Walk the oldest street in Europe
Athens boasts the oldest street in Europe—Tripodon Street—recorded in the Guinness Book of Records at over 2,500 years old.
Found in the Plaka neighborhood, Tripodon Street was also one of the broadest in ancient times, about 18 feet wide. ‘Tripodon’ refers to the copper tripods once placed along its length, dedicated to the God Apollo. It stretches from the Theatre of Dionysus to the Agora, the Greek equivalent of the Walk of Fame for Athenians to attend a play.
Today the modern-looking street is home to Al Hammam Traditional Baths, several boutique shops, and, at Lysicrates Square, the Choragic Monument of Lysicrates, a circular structure paid for by wealthy Athenians and patrons of the arts in 335-334 BCE.
Tripe and testes, oh my!
For a slice of everyday Greek life, head to the Varvakeios Agora (central market), the first food market in Athens, which opened in 1886. This huge meat, fish, and produce market is located under a glass roof in between the Monastiraki and Omonia neighborhoods and is busy with locals from early morning throughout the day.

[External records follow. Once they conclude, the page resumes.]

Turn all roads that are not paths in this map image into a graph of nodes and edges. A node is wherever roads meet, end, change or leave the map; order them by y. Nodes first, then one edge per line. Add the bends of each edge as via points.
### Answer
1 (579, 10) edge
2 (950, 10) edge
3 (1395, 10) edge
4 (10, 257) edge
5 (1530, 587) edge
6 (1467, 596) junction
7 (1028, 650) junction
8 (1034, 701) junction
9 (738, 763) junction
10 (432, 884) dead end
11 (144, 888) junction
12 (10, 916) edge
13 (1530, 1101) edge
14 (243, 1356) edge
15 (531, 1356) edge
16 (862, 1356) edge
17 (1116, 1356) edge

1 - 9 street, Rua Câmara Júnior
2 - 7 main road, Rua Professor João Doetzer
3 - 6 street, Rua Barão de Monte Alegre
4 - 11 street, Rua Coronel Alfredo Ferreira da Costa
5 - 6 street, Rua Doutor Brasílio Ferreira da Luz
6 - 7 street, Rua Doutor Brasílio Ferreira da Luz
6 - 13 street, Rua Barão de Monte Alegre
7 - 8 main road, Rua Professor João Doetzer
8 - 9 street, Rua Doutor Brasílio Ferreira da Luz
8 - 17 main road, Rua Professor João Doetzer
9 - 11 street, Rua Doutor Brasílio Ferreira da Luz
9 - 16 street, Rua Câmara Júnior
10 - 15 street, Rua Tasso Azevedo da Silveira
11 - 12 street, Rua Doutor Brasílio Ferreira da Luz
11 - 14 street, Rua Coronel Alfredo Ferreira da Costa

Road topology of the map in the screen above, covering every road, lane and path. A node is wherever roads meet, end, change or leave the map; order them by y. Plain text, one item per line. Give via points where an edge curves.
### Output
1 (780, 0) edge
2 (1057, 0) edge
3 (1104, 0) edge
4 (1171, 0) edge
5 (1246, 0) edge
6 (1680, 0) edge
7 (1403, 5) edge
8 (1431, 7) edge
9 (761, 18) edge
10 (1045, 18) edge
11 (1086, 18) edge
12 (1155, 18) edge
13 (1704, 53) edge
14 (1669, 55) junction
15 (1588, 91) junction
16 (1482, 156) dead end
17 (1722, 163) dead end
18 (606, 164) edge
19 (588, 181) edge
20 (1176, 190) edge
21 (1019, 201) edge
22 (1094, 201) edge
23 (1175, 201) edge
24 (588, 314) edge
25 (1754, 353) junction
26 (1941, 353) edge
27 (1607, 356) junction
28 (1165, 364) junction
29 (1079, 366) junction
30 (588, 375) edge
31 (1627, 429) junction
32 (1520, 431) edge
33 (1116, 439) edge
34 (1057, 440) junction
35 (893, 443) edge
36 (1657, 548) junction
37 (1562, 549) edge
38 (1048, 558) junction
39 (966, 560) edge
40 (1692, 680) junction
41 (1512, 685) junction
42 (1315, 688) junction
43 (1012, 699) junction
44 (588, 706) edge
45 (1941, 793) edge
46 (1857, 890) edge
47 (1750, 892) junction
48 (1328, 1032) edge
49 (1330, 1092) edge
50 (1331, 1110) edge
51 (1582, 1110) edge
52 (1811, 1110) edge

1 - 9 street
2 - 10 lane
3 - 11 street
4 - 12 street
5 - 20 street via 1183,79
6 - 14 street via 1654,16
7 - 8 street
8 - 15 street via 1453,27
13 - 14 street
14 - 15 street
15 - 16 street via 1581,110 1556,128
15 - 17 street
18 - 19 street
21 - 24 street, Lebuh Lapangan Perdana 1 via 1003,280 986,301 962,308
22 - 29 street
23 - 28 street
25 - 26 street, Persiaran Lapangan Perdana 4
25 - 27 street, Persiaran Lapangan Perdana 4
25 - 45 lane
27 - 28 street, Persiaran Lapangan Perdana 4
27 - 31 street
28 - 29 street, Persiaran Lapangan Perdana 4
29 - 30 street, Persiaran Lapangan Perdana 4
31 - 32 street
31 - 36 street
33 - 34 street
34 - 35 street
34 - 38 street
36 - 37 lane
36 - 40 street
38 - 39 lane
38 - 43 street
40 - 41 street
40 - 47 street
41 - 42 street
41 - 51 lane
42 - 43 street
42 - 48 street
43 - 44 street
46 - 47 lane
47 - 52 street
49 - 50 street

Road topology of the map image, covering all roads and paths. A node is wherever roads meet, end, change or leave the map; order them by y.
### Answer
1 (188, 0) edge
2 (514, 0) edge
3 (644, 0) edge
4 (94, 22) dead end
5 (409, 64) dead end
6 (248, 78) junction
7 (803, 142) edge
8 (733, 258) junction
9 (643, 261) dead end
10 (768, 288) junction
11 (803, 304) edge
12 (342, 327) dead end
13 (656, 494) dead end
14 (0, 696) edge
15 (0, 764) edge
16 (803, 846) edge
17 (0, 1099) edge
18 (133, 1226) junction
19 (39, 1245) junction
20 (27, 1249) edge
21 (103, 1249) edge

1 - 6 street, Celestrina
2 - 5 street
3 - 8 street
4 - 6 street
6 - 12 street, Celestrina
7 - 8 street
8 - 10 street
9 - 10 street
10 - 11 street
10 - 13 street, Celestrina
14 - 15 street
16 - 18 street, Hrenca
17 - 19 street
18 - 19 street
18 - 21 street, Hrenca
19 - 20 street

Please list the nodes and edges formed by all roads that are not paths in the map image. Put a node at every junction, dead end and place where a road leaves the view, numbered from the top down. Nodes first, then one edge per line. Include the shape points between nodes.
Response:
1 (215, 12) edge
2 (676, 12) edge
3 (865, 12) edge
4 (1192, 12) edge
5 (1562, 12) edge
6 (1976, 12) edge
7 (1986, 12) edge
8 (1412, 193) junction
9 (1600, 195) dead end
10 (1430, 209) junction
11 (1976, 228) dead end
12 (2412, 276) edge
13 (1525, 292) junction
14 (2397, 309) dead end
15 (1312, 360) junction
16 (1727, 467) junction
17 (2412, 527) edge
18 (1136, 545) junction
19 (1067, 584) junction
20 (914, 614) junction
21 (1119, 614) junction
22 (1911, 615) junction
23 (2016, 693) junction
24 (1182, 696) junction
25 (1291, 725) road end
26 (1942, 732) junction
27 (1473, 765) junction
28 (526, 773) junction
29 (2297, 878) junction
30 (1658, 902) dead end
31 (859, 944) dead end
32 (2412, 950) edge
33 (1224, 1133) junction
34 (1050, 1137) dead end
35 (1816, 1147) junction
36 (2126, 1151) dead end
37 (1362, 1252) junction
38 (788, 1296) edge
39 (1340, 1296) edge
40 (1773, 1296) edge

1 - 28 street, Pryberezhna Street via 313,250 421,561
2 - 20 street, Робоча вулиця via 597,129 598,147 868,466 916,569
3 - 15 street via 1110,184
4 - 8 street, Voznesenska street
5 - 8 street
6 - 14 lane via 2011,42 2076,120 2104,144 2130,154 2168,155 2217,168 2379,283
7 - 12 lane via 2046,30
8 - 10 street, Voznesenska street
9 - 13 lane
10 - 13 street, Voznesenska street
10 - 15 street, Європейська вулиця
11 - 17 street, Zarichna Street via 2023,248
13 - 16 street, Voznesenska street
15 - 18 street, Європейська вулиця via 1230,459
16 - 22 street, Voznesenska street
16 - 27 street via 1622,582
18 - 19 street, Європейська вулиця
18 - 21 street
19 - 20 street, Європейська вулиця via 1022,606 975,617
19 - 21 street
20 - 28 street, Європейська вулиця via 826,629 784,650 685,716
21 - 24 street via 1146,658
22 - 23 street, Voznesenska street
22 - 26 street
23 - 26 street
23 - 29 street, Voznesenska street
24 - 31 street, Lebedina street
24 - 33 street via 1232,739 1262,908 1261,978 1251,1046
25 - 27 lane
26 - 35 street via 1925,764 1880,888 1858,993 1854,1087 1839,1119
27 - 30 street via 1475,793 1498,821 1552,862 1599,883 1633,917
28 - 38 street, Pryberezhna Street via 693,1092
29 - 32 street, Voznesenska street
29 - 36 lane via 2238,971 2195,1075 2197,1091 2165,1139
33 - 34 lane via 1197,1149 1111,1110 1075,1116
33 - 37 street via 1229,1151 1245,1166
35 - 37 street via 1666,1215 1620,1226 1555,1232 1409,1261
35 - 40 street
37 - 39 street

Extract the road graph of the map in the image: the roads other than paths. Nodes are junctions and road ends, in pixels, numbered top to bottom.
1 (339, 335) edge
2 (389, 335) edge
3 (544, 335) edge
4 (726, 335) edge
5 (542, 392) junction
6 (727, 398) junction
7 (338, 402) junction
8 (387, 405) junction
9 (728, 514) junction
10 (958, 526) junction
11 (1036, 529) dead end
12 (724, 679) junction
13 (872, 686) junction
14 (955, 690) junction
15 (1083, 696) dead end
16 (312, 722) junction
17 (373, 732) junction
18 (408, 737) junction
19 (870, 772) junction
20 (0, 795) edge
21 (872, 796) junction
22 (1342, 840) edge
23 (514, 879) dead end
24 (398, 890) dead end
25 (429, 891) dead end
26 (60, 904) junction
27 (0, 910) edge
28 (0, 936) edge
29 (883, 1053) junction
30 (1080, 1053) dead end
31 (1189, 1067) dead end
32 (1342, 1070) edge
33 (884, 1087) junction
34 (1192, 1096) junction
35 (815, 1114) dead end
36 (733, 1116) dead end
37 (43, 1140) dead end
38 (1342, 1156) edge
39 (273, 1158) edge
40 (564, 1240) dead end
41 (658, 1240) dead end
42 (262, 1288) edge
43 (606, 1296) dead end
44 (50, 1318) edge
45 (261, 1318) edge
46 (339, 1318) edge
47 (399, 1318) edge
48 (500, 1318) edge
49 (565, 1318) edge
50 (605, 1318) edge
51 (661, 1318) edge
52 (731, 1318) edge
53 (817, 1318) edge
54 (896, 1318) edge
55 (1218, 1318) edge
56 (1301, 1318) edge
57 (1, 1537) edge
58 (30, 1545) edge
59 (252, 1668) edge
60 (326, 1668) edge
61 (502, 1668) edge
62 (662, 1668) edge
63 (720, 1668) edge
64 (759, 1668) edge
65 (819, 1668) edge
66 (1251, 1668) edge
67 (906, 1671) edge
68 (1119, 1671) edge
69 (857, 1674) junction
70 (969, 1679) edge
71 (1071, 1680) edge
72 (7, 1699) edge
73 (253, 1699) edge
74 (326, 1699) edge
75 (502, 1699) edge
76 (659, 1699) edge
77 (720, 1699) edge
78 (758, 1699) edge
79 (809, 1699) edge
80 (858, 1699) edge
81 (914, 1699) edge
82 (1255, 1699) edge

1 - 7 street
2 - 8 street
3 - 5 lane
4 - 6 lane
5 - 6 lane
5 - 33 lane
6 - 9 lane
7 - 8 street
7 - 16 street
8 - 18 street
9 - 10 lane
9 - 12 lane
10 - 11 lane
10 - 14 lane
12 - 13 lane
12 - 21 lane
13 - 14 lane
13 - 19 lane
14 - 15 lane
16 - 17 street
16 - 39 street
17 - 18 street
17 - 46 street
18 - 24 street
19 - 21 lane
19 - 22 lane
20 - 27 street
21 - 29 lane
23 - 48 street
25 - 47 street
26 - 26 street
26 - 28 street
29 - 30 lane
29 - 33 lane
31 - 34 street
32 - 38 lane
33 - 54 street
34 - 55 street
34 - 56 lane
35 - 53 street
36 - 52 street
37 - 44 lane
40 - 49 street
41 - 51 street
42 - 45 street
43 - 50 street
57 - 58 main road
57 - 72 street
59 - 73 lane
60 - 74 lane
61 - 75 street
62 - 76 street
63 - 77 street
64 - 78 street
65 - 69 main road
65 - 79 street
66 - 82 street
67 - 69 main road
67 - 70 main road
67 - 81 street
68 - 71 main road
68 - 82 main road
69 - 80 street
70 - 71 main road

Head to the café Epirus inside the market to try some of Athens's more unusual foods. Magiritsa, a runny soup with lamb offal such as heart, lung, liver, intestines, and basically any innards of the animal plus onions and lettuce, was once popular with late-night visitors who came to line their stomachs with it after a night on the town. (Now it’s mostly reserved for Easter, but some of the early-morning workers still eat it).
Or try ameletita, lamb’s testes grilled or fried with lemon and oregano. In Byzantine and Ottoman times, no part of an animal or poultry was wasted, and if that meant finding an inventive way to eat even testes, then it was found.
A Riviera to rival that of Italy and France
Less than 10 miles from the city center yet a world away, the Athens Riviera is becoming a destination in its own right. This 40+ mile stretch of coastline from Piraeus south to the Temple of Poseidon at Cape Sounion is where some of Greece’s swankiest hotels and expensive beach clubs, such as the Astir Beach and the luxe Four Seasons Astir Palace Hotel, are found.
The area is popular with well-heeled Athenians and in-the-know visitors for its beach cabanas, water sports, and restaurants, but it's also home to the 6th-century Temple of Apollo Zoster, discovered by chance in the early 20th century when a group of local orphanage children were making sandcastles.
In the heart of the Riviera, Lake Vouliagmeni is a mix of freshwater and seawater with a year-round temperature of 70-77°F. The garra rufa, or doctor fish, that live here make it all the more therapeutic. A bit closer to Athens, the 18.5-acre Ellinikon Experience Park is a free green space with over 55,000 plants, four plazas, water fountains, a Zen garden, and outdoor fitness equipment.
A more tolerant society
Homosexuality seemed to be tolerated in ancient Greece, more so than in modern times. The past few years have seen inroads in change for the positive, yet it’s only really islands such as Mykonos where public affection between same-sex couples is accepted. Greece is still a very conservative culture and whilst more tolerated, public displays of affection are frowned upon.
In 2015, Greece legalized civil unions for same-sex couples, a move regarded by many towards a more tolerant society. Athens Pride, first held in 2005, is usually held in the first week of June and is expected to host over 40,000 people in 2023. For LGBTQ+ clubs, head to the Gazi neighborhood. Del Sol Cafe is great for a bite to eat with delicious smoothies, pizzas, and salads, segueing into cocktails at night. Noiz Club is popular for gay and lesbian patrons.